A weir is a barrier installed in a stream that acts as a sort of mini-dam. It can be a variety of shapes but the most common is rectangular or v-notch. Each weir shape has an empirically-determined equation relating the dimensions of the weir, the depth of the water flowing over its base, and the stream's discharge. In this problem, you're given L, but the illustration below uses b. It's the same thing and a good example of how different people use different variables for the same term.

You may NOT know this at this time, but in Hydrology it's a common topic: the equation for a rectangular weir is `Q=3.33(L-0.2H)H^(3/2)` and will report a value in the given units cubed (to the third power).
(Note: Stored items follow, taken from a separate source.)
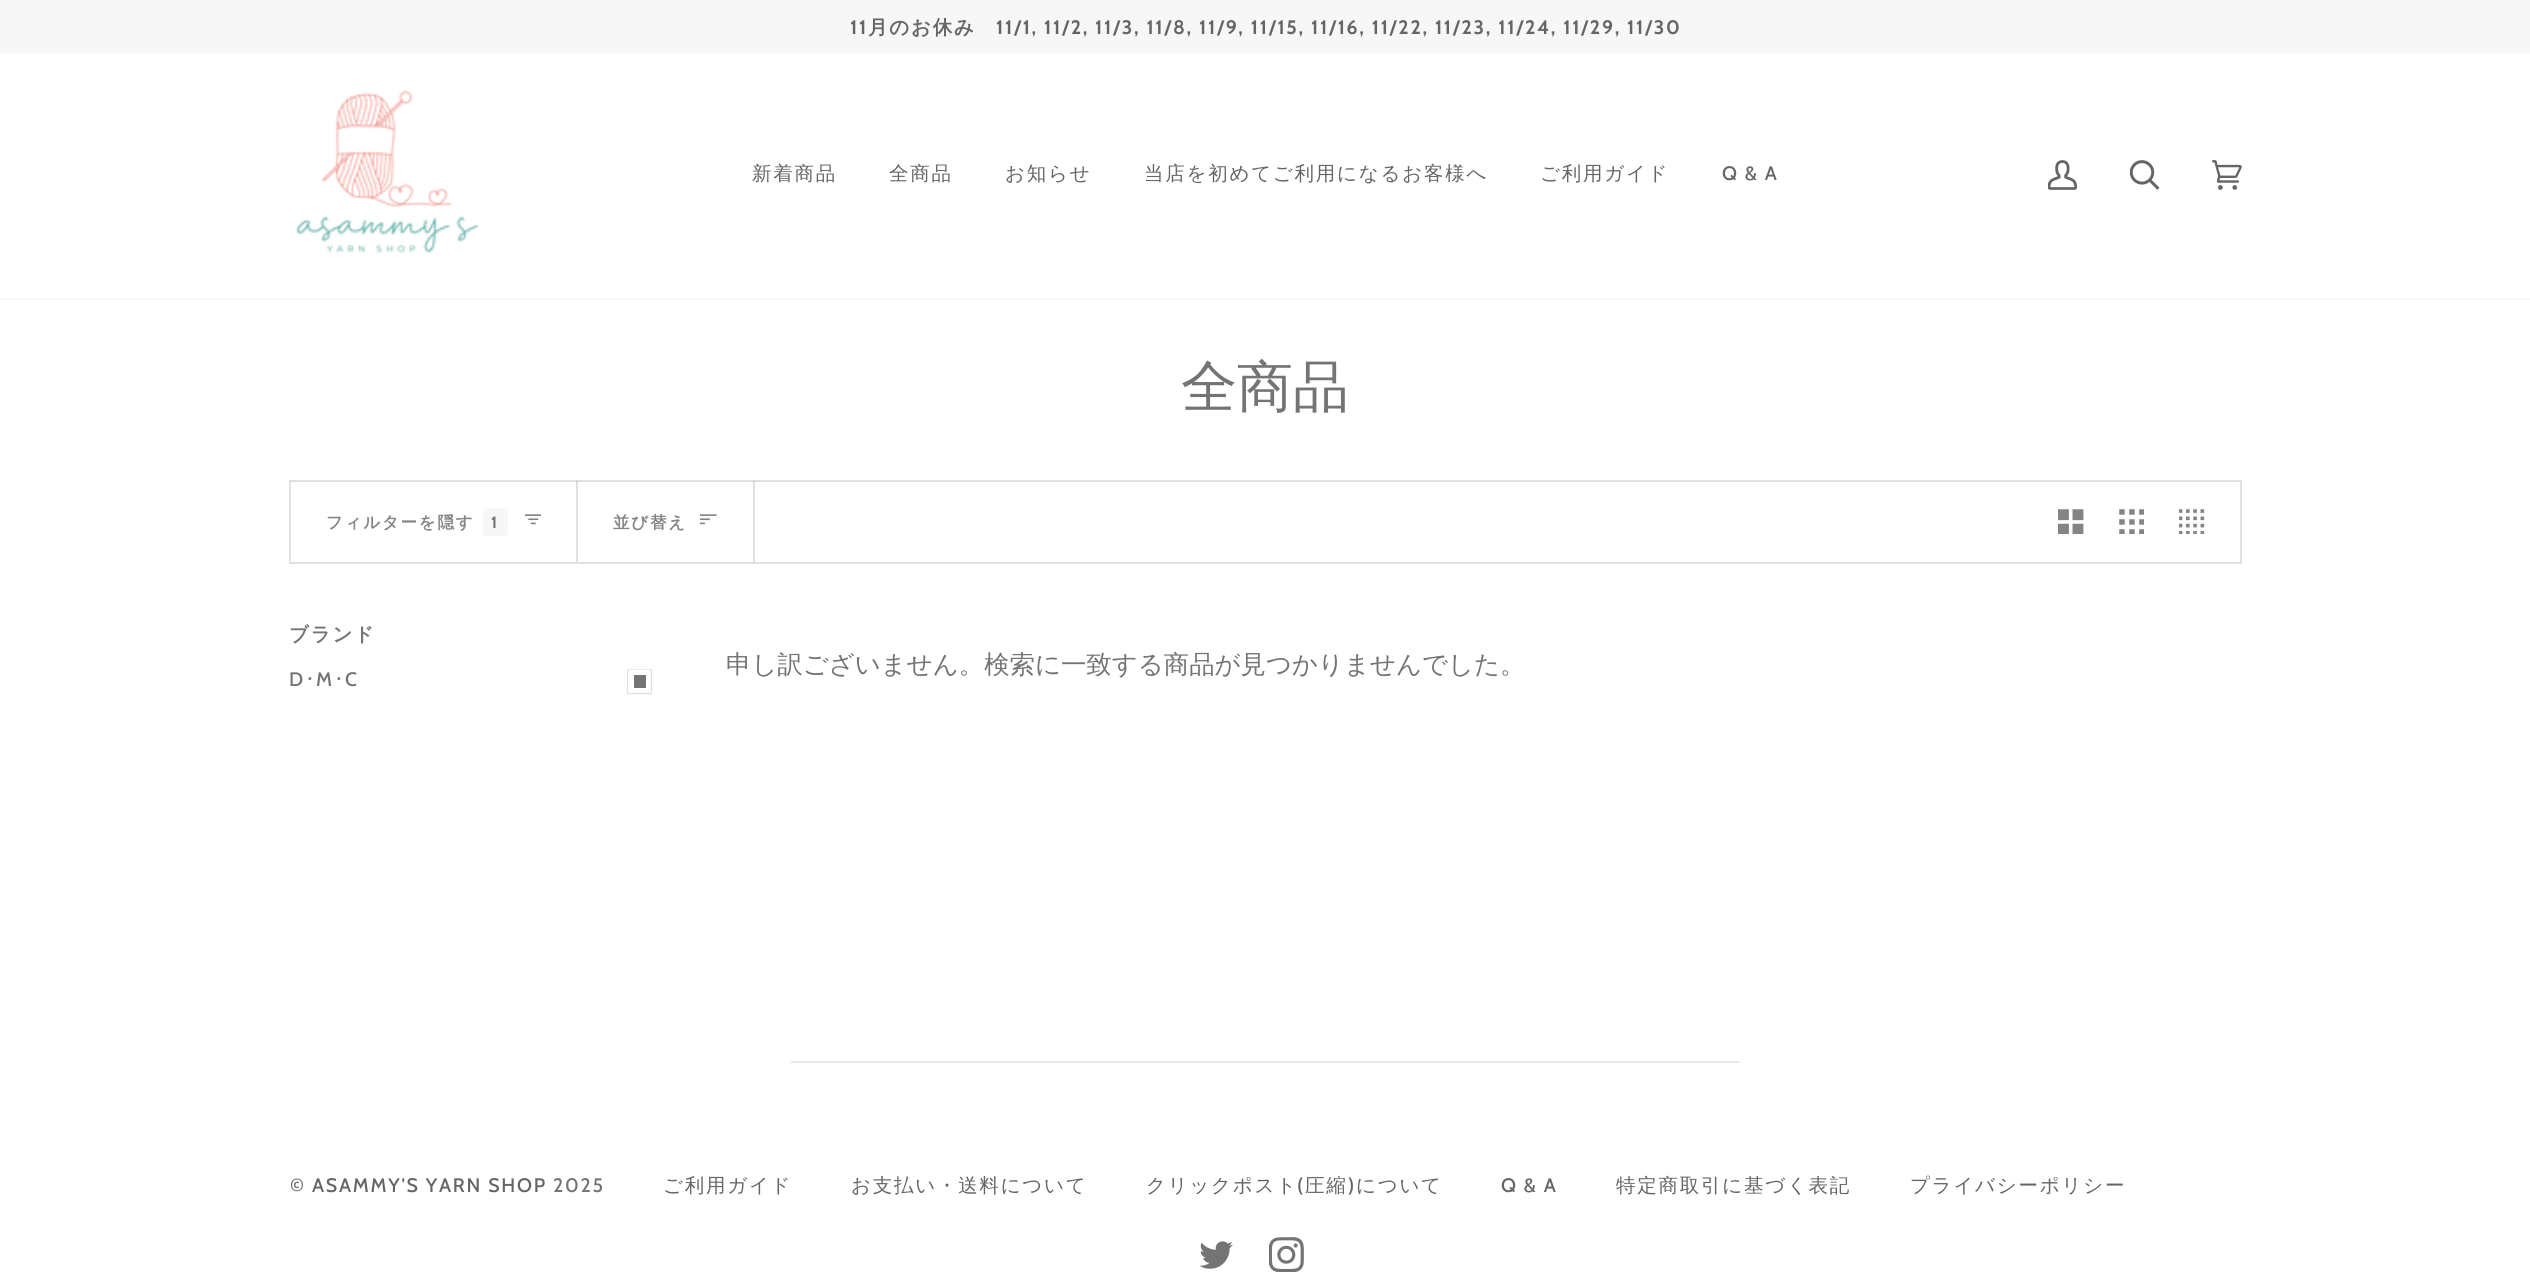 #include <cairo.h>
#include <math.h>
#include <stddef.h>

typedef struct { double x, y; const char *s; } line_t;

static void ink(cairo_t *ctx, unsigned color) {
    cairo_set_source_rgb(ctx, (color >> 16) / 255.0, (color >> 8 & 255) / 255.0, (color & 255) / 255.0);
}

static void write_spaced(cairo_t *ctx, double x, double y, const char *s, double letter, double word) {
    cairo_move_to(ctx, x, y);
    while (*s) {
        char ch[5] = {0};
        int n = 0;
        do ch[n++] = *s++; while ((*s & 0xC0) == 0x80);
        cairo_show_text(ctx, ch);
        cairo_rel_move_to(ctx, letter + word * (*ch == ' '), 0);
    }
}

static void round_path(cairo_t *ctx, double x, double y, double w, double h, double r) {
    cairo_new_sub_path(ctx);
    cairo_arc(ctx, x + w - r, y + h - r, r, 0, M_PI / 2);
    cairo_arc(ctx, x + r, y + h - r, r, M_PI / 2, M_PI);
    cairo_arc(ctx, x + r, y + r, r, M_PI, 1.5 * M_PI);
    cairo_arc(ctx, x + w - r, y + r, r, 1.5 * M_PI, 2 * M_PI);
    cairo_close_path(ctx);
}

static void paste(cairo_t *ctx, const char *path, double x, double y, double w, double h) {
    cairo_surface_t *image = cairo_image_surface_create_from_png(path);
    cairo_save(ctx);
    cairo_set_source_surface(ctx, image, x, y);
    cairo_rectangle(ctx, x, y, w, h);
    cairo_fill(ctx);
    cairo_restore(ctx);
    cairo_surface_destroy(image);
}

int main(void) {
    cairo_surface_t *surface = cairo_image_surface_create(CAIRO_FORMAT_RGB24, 2530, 1275);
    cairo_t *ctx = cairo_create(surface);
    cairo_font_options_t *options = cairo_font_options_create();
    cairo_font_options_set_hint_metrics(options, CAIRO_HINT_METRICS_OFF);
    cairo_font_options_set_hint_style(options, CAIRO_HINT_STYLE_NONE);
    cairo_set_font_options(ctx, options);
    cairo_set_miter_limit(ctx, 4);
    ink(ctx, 0xFFFFFF);
    cairo_paint(ctx);
    ink(ctx, 0xF7F7F7);
    cairo_rectangle(ctx, 0, 0, 2530, 53);
    cairo_fill(ctx);
    cairo_save(ctx);
    cairo_rectangle(ctx, 851, 5, 829, 42);
    cairo_clip(ctx);
    cairo_select_font_face(ctx, "Cabin", CAIRO_FONT_SLANT_NORMAL, CAIRO_FONT_WEIGHT_BOLD);
    cairo_set_font_size(ctx, 19.5);
    ink(ctx, 0x656565);
    write_spaced(ctx, 850, 34, "11", 1.75, 0);
    cairo_restore(ctx);
    cairo_select_font_face(ctx, "WenQuanYi Zen Hei", CAIRO_FONT_SLANT_NORMAL, CAIRO_FONT_WEIGHT_BOLD);
    cairo_set_font_size(ctx, 19.5);
    ink(ctx, 0x656565);
    write_spaced(ctx, 868, 34, "月のお休み", 1.75, 0);
    cairo_select_font_face(ctx, "Cabin", CAIRO_FONT_SLANT_NORMAL, CAIRO_FONT_WEIGHT_BOLD);
    write_spaced(ctx, 996, 34, "11/1, 11/2, 11/3, 11/8, 11/9, 11/15, 11/16, 11/22, 11/23, 11/24, 11/29, 11/30", 1.75, 0);
    ink(ctx, 0xF7F7F7);
    cairo_rectangle(ctx, 0, 298, 2530, 2);
    cairo_fill(ctx);
    paste(ctx, "media/1.png", 295, 90, 184, 164);
    cairo_select_font_face(ctx, "WenQuanYi Zen Hei Medium", CAIRO_FONT_SLANT_NORMAL, CAIRO_FONT_WEIGHT_NORMAL);
    ink(ctx, 0x656565);
    {
        static const line_t items[] = {
            {752, 180, "新着商品"},
            {889, 180, "全商品"},
            {1005, 180, "お知らせ"},
            {1144, 180, "当店を初めてご利用になるお客様へ"},
            {1540, 180, "ご利用ガイド"},
        };
        for (size_t i = 0; i < sizeof items / sizeof *items; i++) {
            write_spaced(ctx, items[i].x, items[i].y, items[i].s, 1.75, 0);
        }
    }
    cairo_select_font_face(ctx, "Cabin Medium", CAIRO_FONT_SLANT_NORMAL, CAIRO_FONT_WEIGHT_NORMAL);
    write_spaced(ctx, 1722, 180, "Q & A", 1.75, 0);
    paste(ctx, "media/2.png", 2048, 160, 29, 30);
    paste(ctx, "media/3.png", 2130, 160, 30, 30);
    paste(ctx, "media/4.png", 2212, 160, 30, 30);
    cairo_select_font_face(ctx, "WenQuanYi Zen Hei Medium", CAIRO_FONT_SLANT_NORMAL, CAIRO_FONT_WEIGHT_NORMAL);
    cairo_set_font_size(ctx, 56);
    ink(ctx, 0x747474);
    cairo_move_to(ctx, 1181, 406);
    cairo_show_text(ctx, "全商品");
    cairo_rectangle(ctx, 290, 481, 1951, 82);
    ink(ctx, 0xE0E0E0);
    cairo_stroke(ctx);
    cairo_set_source_rgba(ctx, 0.396, 0.396, 0.396, 0.2);
    cairo_rectangle(ctx, 576, 481, 2, 81);
    cairo_fill(ctx);
    cairo_select_font_face(ctx, "WenQuanYi Zen Hei", CAIRO_FONT_SLANT_NORMAL, CAIRO_FONT_WEIGHT_BOLD);
    cairo_set_font_size(ctx, 16.5);
    ink(ctx, 0x848484);
    write_spaced(ctx, 326, 528, "フィルターを隠す", 1.75, 0);
    ink(ctx, 0xF7F7F7);
    round_path(ctx, 483, 508, 25, 28, 4);
    cairo_fill(ctx);
    cairo_select_font_face(ctx, "Cabin", CAIRO_FONT_SLANT_NORMAL, CAIRO_FONT_WEIGHT_BOLD);
    ink(ctx, 0x747474);
    write_spaced(ctx, 491, 528, "1", 1.75, 0);
    paste(ctx, "media/5.png", 525, 514, 16, 11);
    cairo_set_source_rgba(ctx, 0.396, 0.396, 0.396, 0.2);
    cairo_rectangle(ctx, 753, 481, 2, 81);
    cairo_fill(ctx);
    cairo_select_font_face(ctx, "WenQuanYi Zen Hei", CAIRO_FONT_SLANT_NORMAL, CAIRO_FONT_WEIGHT_BOLD);
    ink(ctx, 0x848484);
    write_spaced(ctx, 613, 528, "並び替え", 1.75, 0);
    paste(ctx, "media/6.png", 700, 514, 17, 11);
    paste(ctx, "media/7.png", 2058, 509, 26, 25);
    paste(ctx, "media/8.png", 2119, 509, 25, 25);
    paste(ctx, "media/9.png", 2179, 509, 26, 25);
    cairo_set_font_size(ctx, 19.5);
    ink(ctx, 0x747474);
    write_spaced(ctx, 289, 641, "ブランド", 1.75, 0);
    cairo_select_font_face(ctx, "Cabin Medium", CAIRO_FONT_SLANT_NORMAL, CAIRO_FONT_WEIGHT_NORMAL);
    write_spaced(ctx, 289, 686, "D", 1.75, 0);
    cairo_select_font_face(ctx, "IPAPGothic", CAIRO_FONT_SLANT_NORMAL, CAIRO_FONT_WEIGHT_NORMAL);
    write_spaced(ctx, 305, 686, "･", 1.75, 0);
    cairo_select_font_face(ctx, "Cabin Medium", CAIRO_FONT_SLANT_NORMAL, CAIRO_FONT_WEIGHT_NORMAL);
    write_spaced(ctx, 316, 686, "M", 1.75, 0);
    cairo_select_font_face(ctx, "IPAPGothic", CAIRO_FONT_SLANT_NORMAL, CAIRO_FONT_WEIGHT_NORMAL);
    write_spaced(ctx, 334, 686, "･", 1.75, 0);
    cairo_select_font_face(ctx, "Cabin Medium", CAIRO_FONT_SLANT_NORMAL, CAIRO_FONT_WEIGHT_NORMAL);
    write_spaced(ctx, 345, 686, "C", 1.75, 0);
    cairo_save(ctx);
    cairo_rectangle(ctx, 627, 669, 26, 26);
    cairo_clip(ctx);
    cairo_new_path(ctx);
    cairo_move_to(ctx, 627.5, 669);
    cairo_line_to(ctx, 651.5, 669);
    cairo_line_to(ctx, 651.5, 693.5);
    cairo_line_to(ctx, 627.5, 693.5);
    cairo_close_path(ctx);
    ink(ctx, 0xE0E0E0);
    cairo_set_line_width(ctx, 1.3);
    cairo_stroke(ctx);
    cairo_restore(ctx);
    cairo_rectangle(ctx, 634, 675, 12, 13);
    cairo_fill(ctx);
    cairo_select_font_face(ctx, "WenQuanYi Zen Hei Medium", CAIRO_FONT_SLANT_NORMAL, CAIRO_FONT_WEIGHT_NORMAL);
    cairo_set_font_size(ctx, 25.4);
    cairo_move_to(ctx, 726, 673);
    cairo_show_text(ctx, "申し訳ございません。検索に一致する商品が見つかりませんでした。");
    ink(ctx, 0xE8E8E8);
    cairo_rectangle(ctx, 791, 1061, 949, 2);
    cairo_fill(ctx);
    cairo_select_font_face(ctx, "Cabin Medium", CAIRO_FONT_SLANT_NORMAL, CAIRO_FONT_WEIGHT_NORMAL);
    cairo_set_font_size(ctx, 19.5);
    ink(ctx, 0x747474);
    write_spaced(ctx, 290, 1192, "©", 1.75, 0);
    ink(ctx, 0x656565);
    write_spaced(ctx, 312, 1192, "ASAMMY'S YARN SHOP", 1.75, 0);
    ink(ctx, 0x747474);
    write_spaced(ctx, 553, 1192, "2025", 1.75, 0);
    cairo_select_font_face(ctx, "WenQuanYi Zen Hei Medium", CAIRO_FONT_SLANT_NORMAL, CAIRO_FONT_WEIGHT_NORMAL);
    ink(ctx, 0x656565);
    {
        static const line_t items[] = {
            {663, 1192, "ご利用ガイド"},
            {851, 1192, "お支払い・送料について"},
            {1146, 1192, "クリックポスト"},
        };
        for (size_t i = 0; i < sizeof items / sizeof *items; i++) {
            write_spaced(ctx, items[i].x, items[i].y, items[i].s, 1.75, 0);
        }
    }
    cairo_select_font_face(ctx, "Cabin Medium", CAIRO_FONT_SLANT_NORMAL, CAIRO_FONT_WEIGHT_NORMAL);
    write_spaced(ctx, 1297, 1192, "(", 1.75, 0);
    cairo_select_font_face(ctx, "WenQuanYi Zen Hei Medium", CAIRO_FONT_SLANT_NORMAL, CAIRO_FONT_WEIGHT_NORMAL);
    write_spaced(ctx, 1305, 1192, "圧縮", 1.75, 0);
    cairo_select_font_face(ctx, "Cabin Medium", CAIRO_FONT_SLANT_NORMAL, CAIRO_FONT_WEIGHT_NORMAL);
    write_spaced(ctx, 1348, 1192, ")", 1.75, 0);
    cairo_select_font_face(ctx, "WenQuanYi Zen Hei Medium", CAIRO_FONT_SLANT_NORMAL, CAIRO_FONT_WEIGHT_NORMAL);
    write_spaced(ctx, 1356, 1192, "について", 1.75, 0);
    cairo_select_font_face(ctx, "Cabin Medium", CAIRO_FONT_SLANT_NORMAL, CAIRO_FONT_WEIGHT_NORMAL);
    write_spaced(ctx, 1501, 1192, "Q & A", 1.75, 0);
    cairo_select_font_face(ctx, "WenQuanYi Zen Hei Medium", CAIRO_FONT_SLANT_NORMAL, CAIRO_FONT_WEIGHT_NORMAL);
    write_spaced(ctx, 1616, 1192, "特定商取引に基づく表記", 1.75, 0);
    write_spaced(ctx, 1910, 1192, "プライバシーポリシー", 1.75, 0);
    paste(ctx, "media/10.png", 1199, 1241, 34, 28);
    paste(ctx, "media/11.png", 1269, 1237, 35, 35);
    cairo_surface_write_to_png(surface, "image.png");
    cairo_font_options_destroy(options);
    cairo_destroy(ctx);
    cairo_surface_destroy(surface);
    return 0;
}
`Q=3.33(1.5-0.2(0.22))0.22^(3/2)` 

`Q=0.50  cfs " or"  {:ft:}^3/s` 

Note that the answer is in cubic feet per second, which is a VOLUME past the weir per TIME. These units indicate a FLOW, an important distinction in Hydrology. Flow is volume per time! Think about other applications that include flow. For example, you can go to the hardware store and buy a pump that lists maximum gallons per minute or gallons per hour.

 The weir is a foot and a half wide (not very big) and only a few inches deep. Picture water flowing over such an opening. Do you think that is a lot or a little water? How much is a cubic foot? You might be surprised to know that there are almost seven and a half gallons in a cubic foot! Your answer suggests about 3-4 gallons of water are flowing over the weir every second. As you get more familiar with fluid dynamics and streams, you'll recognize that this answer is fine.  Good work!

Given: `M=3.3 xx 10^8" kg"`; `l=90" m"`; `w=90" m"` 

Find: `F="? N"`; `P="? KPa"`  

F is an obvious choice to represent Force. Newtons is the metric system unit of force. Remember that the metric system is the default system of units of science and accepted worldwide as such. A Newton is the equivalent of 1 kilogram times 1 meter per second squared `(1 (kg)/(m  s^2))`. In the US, many disciplines still cling to the English system, but as a student, you should continue to strive to move toward metric. The second part of this problem asks for the pressure applied, abbreviated P, in the units of Kilopascals, or a thousand Pascals. A Pascal is 1 Newton per square meter `(N/m^2)` or 1 kilogram per meter second squared `(1 (kg)/(m  s^2))`.

Solve: What do we "Know"?

In this problem, the foundation is described as 90 meters by 90 meters. The equation of Force is a simple one, F = Ma, or force equals mass times acceleration due to gravity. The equation for pressure is equally simple, P = F/A, or pressure equals force per unit area. We have everything we need for the first part, given the mass and we know that acceleration due to gravity is 9.81 meters per second squared `(9.81 m/s^2)`. However, that only gets us to force. To calculate pressure, we need the AREA, which here is simply the length times width of the concrete pad.

`A=90m * 90m`

`A=8100m^2`

`F=3.3 xx 10^8" kg" * 9.81 m/s^2` 

`F=3.2 xx 10^9 N` 

`P=(3.2 xx 10^9 N)/(8100 m^2)` 

`P=395","000  Pa` 

`P=400  KPa` 

Notice the change from Pascals to Kilopascals. While `4xx10^5` is not a terribly large number, it is easier to use kilopascals because it is less ungainly, especially if we are comparing like items. For example, if we were comparing the pressure exerted by the Pentagon in Washington, DC. It is a large building, but it is lower to the ground and spread over a larger area. But if we were comparing the pressure applied by a fly landing on your arm, we would need to re-think our choices!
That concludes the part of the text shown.